Under the United States Constitution, all treaties must be ratified by two thirds of the Senate. On April 22, 2016, President Obama signed what is called the “Paris Climate Agreement.” He took the position that this was not a treaty and therefore was not subject to the constitutional requirement of Senate advice and consent. But the question of whether something is a treaty or not cannot be determined solely by the president.
In fact, the Paris Agreement actually was a treaty by its terms, custom, and practice. Despite this, the Obama State Department pushed the line, not only via its own spokesmen but through outsiders and certain media contacts, that this agreement was not a treaty and didn’t need to be ratified the Senate. The State Department called these third parties “validators.” We have requested more information about these “validators” through the Freedom of Information Act (FOIA).
The State Department operated a vast network of these so-called “validators.” One well-placed “validator” State recruited promised to “write a ‘good news’ op-ed to follow up on his gloomy one in the WSJ from [August 2015].”

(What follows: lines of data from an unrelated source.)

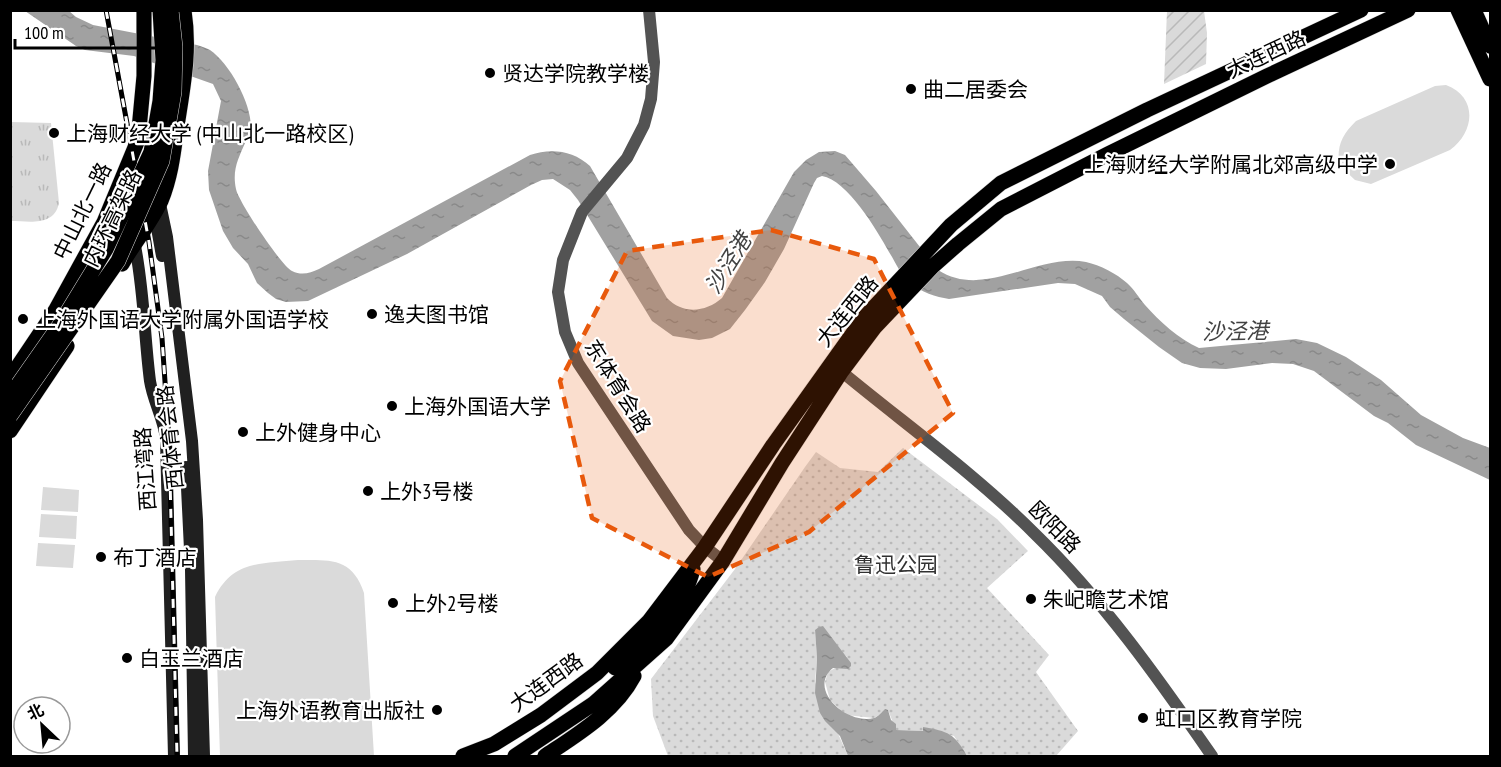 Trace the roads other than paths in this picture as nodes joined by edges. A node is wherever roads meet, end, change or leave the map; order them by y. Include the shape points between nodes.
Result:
1 (160, 10) edge
2 (171, 10) edge
3 (649, 10) edge
4 (1361, 10) edge
5 (1408, 10) edge
6 (1458, 10) edge
7 (1474, 10) edge
8 (145, 17) edge
9 (185, 18) edge
10 (1491, 46) edge
11 (1491, 79) edge
12 (141, 118) junction
13 (138, 140) junction
14 (120, 184) junction
15 (157, 207) junction
16 (135, 243) junction
17 (898, 292) junction
18 (837, 367) junction
19 (10, 378) edge
20 (10, 396) edge
21 (10, 416) edge
22 (10, 431) edge
23 (705, 547) junction
24 (695, 560) junction
25 (723, 561) junction
26 (666, 639) junction
27 (634, 676) junction
28 (174, 756) edge
29 (194, 756) edge
30 (204, 756) edge
31 (463, 756) edge
32 (492, 756) edge
33 (515, 756) edge
34 (532, 756) edge
35 (545, 756) edge
36 (1212, 756) edge

1 - 20 main road, 内环高架路, bridge via 163,60 151,152 106,249
2 - 21 main road, 内环高架路, bridge via 176,47 174,92 162,161 118,261
3 - 23 street, 东体育会路 via 654,62 648,113 635,144 619,169 586,205 571,237 558,280 559,306 565,332 586,377 688,530
4 - 17 main road, 大连西路 via 1001,183 951,225
5 - 17 main road, 大连西路 via 1001,209
6 - 11 main road
7 - 10 main road
8 - 12 main road, 中山北一路
9 - 15 main road via 186,76 177,145
12 - 13 main road, 中山北一路
12 - 15 main road, 西体育会路
13 - 14 main road, 中山北一路
13 - 15 main road, 西体育会路
14 - 16 main road, 西江湾路
14 - 19 main road, 中山北一路 via 104,222 55,311
15 - 16 main road
15 - 29 main road, 西体育会路 via 184,444
15 - 30 main road, 西体育会路 via 167,237 192,441
16 - 22 main road
16 - 28 main road, 西江湾路 via 150,380 165,430
17 - 18 main road, 大连西路 via 875,327
18 - 23 main road, 大连西路 via 773,445
18 - 25 main road, 大连西路
18 - 36 street, 欧阳路 via 975,478 1051,549 1125,635
23 - 24 main road, 大连西路
23 - 25 street, 东体育会路
24 - 31 main road, 大连西路 via 649,621 597,673 541,715 494,744
24 - 32 main road via 679,603 636,648 579,698
25 - 26 main road, 大连西路
26 - 27 main road
26 - 33 main road, 大连西路 via 593,704
27 - 34 main road via 589,716
27 - 35 main road via 626,692 596,721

In CEI’s FOIA litigation with the U.S. Environmental Protection Agency (EPA) over former Administrator Lisa Jackson’s infamous “Richard Windsor” account, the EPA produced piles of emails discussing its various “validators” for the Waters of the United States, Clean Power Plan, and other controversial rules now facing rollback. They didn’t pretend there is a personal privacy interest in being a possible, let alone an agreed, pre-arranged promoter of an agency or administration. More information on the communication with these people will provide clarity to the public as to why some media organizations and other individuals were opposing requiring Senate ratification of this treaty.
We have also learned that State Department employees were using the encrypted messaging app WhatsApp during the United Nations Climate Change Conference to communicate with each other. The Federal Records Act requires preserving all such records for historical purposes and regardless of the application used. We wish to confirm that such records were properly preserved and know what the State Department was talking about in such secret communications.
The State Department has not responded to these and related FOIA requests as required by the deadlines imposed under the Freedom of Information Act. As such, yesterday we filed a lawsuit to compel production of these records. These records cannot stay hidden just by ignoring our requests.